Le « Forestier », reprenant dans ces colonnes la rubrique tenue par le regretté Louis Testart, propose aux lecteurs une série de causeries relatives à la forêt et au bois.

Les sujets, traités en liaison avec les problèmes actuels, seront alternativement consacrés à la culture des forêts existantes, à la création de forêts nouvelles et aux nouveaux usages des bois. Ainsi la variété même des sujets fournira une documentation aussi bien aux sylviculteurs qu’aux reboiseurs et aux utilisateurs.

Avant d’aborder un sujet aussi vaste, il convient d’abord de faire le point : où en est la forêt française en ce printemps 1946, en comparant sa situation à celle d’avant guerre ?

Avant 1939, il fallait importer annuellement 2.000.000 de mètres cubes, soit plus d’un cinquième de notre consommation, en bois d’œuvre et d’industrie, alors que nous n’utilisions pas la moitié de nos ressources en bois de feu.

Cette importation comprenait surtout des sciages résineux fournis par l’Europe centrale et septentrionale et des produits nécessaires à l’industrie papetière (bois papetiers et pâte à papier) en provenance des pays du Nord. La consommation de ces produits correspondait à des besoins industriels normaux ; l’effort de reconstruction des régions dévastées par la guerre 1914-1918 était terminé. Or la France doit faire face, en même temps, à l’approvisionnement des établissements industriels et à un nouvel effort de reconstruction. Nos besoins en bois tendres, résineux surtout, vont toujours en croissant.

Mais, d’abord, voyons quelle est la capacité de production de la forêt française en 1946.

Les destructions font actuellement l’objet de déclarations ; les statistiques ne sont pas encore établies, et il est difficile de chiffrer les dommages subis par la propriété forestière. Cependant, les journaux ont relaté les incendies qui ont ravagé et ravagent encore les forêts de pins maritimes des Landes.
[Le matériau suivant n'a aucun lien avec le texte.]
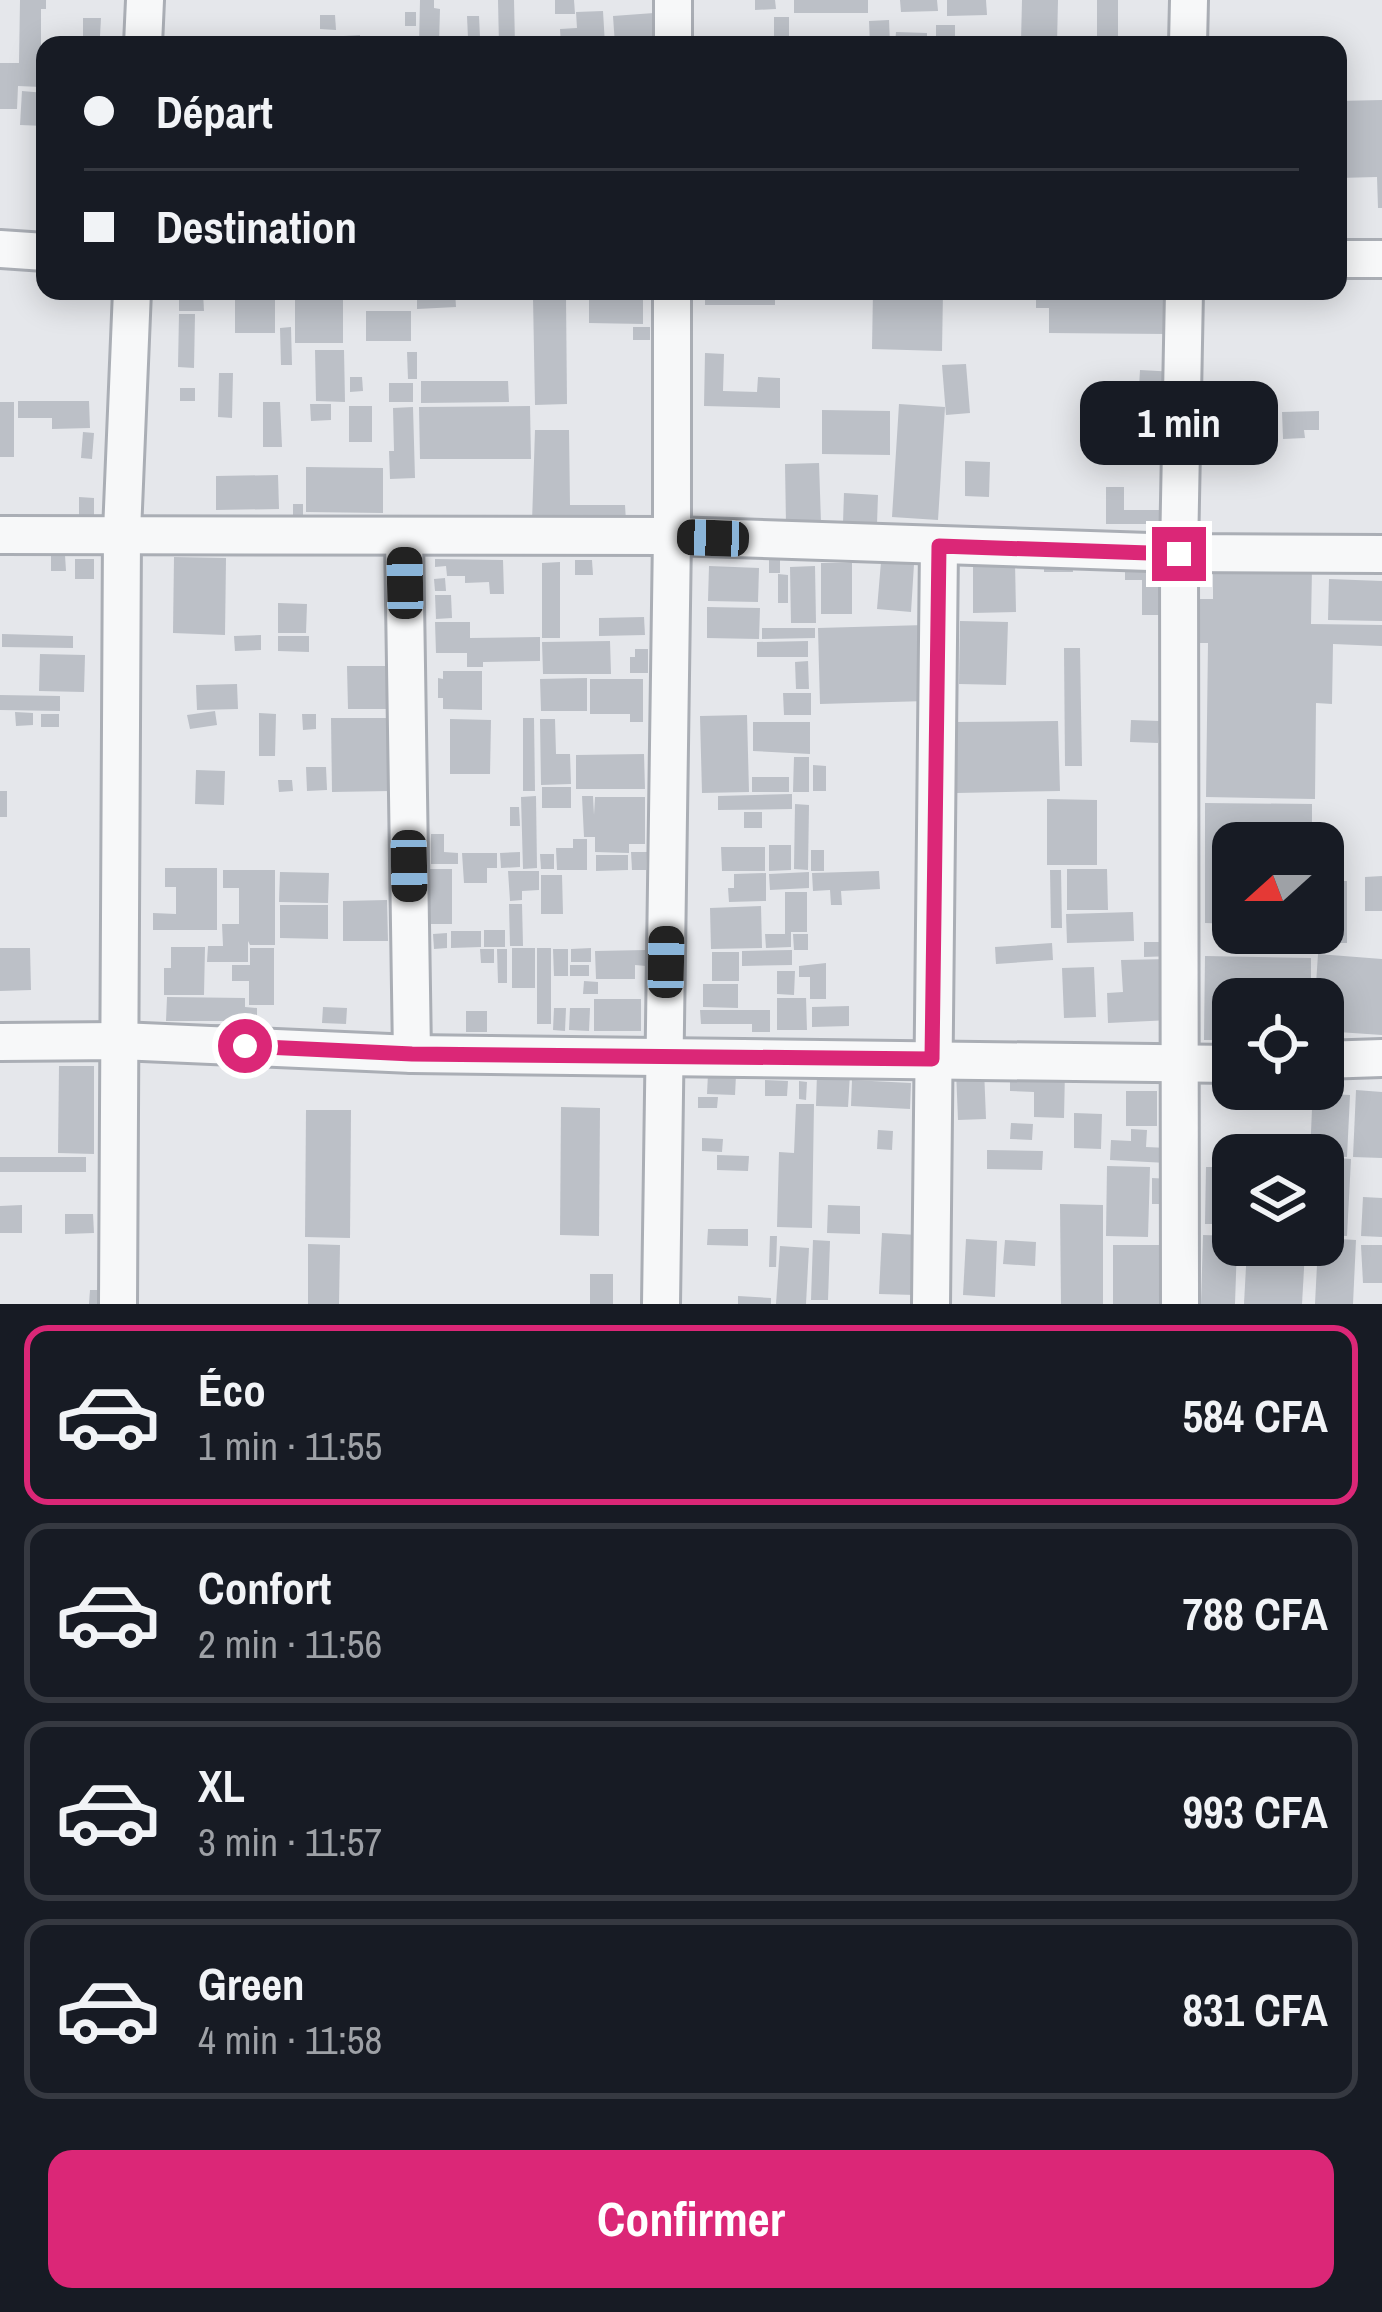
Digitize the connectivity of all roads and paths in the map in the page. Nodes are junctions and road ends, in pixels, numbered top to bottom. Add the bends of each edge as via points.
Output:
1 (145, 0) edge
2 (673, 0) edge
3 (1189, 0) edge
4 (143, 36) edge
5 (673, 36) edge
6 (1188, 36) edge
7 (0, 249) edge
8 (36, 251) edge
9 (1347, 259) edge
10 (1382, 259) edge
11 (131, 300) edge
12 (672, 300) edge
13 (1184, 300) edge
14 (122, 532) junction
15 (0, 535) edge
16 (404, 536) junction
17 (672, 536) junction
18 (939, 546) junction
19 (1179, 554) junction
20 (1382, 554) edge
21 (119, 1041) junction
22 (0, 1042) edge
23 (412, 1054) junction
24 (664, 1057) junction
25 (1382, 1058) edge
26 (932, 1059) junction
27 (1344, 1059) edge
28 (1212, 1065) edge
29 (1181, 1066) junction
30 (118, 1304) edge
31 (661, 1304) edge
32 (931, 1304) edge
33 (1180, 1304) edge

1 - 4 street
2 - 5 street
3 - 6 street
7 - 8 street
9 - 10 street
11 - 14 street
12 - 17 street
13 - 19 street
14 - 15 street
14 - 16 street
14 - 21 street
16 - 17 street
16 - 23 street
17 - 18 street
17 - 24 street
18 - 19 street
18 - 26 street
19 - 20 street
19 - 29 street
21 - 22 street
21 - 23 street
21 - 30 street
23 - 24 street
24 - 26 street
24 - 31 street
25 - 27 street
26 - 29 street
26 - 32 street
28 - 29 street
29 - 33 street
On peut estimer à 400.000 hectares la surface ruinée, soit plus du tiers de la forêt productive. Celle-ci fournissait des bois de mines, des traverses de chemin de fer, des sciages courants pour la fabrication des caisses, du bois de papeterie, des poteaux de lignes et quelques bois de charpente, mais aussi de l’essence de térébenthine. Tous ces produits, indispensables à l’industrie nationale et à la reconstruction, devront être recherchés ailleurs.

Pour les autres forêts, les dévastations ont porté sur des surfaces limitées. Mais, partout, il y a eu des abatis, des déboisements, des arrachis, soit pour les fortifications, soit pour les opérations de guerre, soit pour les rampes de lancement. Il y a eu de vastes trouées créées par les bombardements. Mais ceci n’affecte pas gravement l’ensemble de la surface boisée.

Par contre, les exploitations intensives rendues nécessaires par les besoins en bois depuis 1939 ont appauvri toute la forêt française. Au lieu d’une coupe annuelle, il a fallu exploiter une coupe et demie chaque année, et le capital a été entamé d’au moins deux annuités pour les bois d’œuvre et d’industrie. Ce prélèvement a porté en majorité sur des bois jeunes, en pleine croissance. La saignée est grave et nécessiterait un repos pour les peuplements qui ont été entr’ouverts. Mais il n’en est pas question pour l’instant.

En ce qui concerne les bois de feu, les exploitations ont, avant tout, porté sur les taillis et leur ont fait reprendre une valeur ignorée depuis de longues années.

Là encore, les prélèvements ont dépassé les possibilités ; et, pour fournir du bois carburant aux véhicules à gazogènes et du bois de chauffage aux agglomérations voisines ou éloignées, certains ont dû exploiter des taillis trop jeunes. En certains points, les coupes ont réalisé des taillis de moins de dix-huit ans. Le rendement était faible et les ressources qu’on peut escompter pour l’immédiat restent limitées.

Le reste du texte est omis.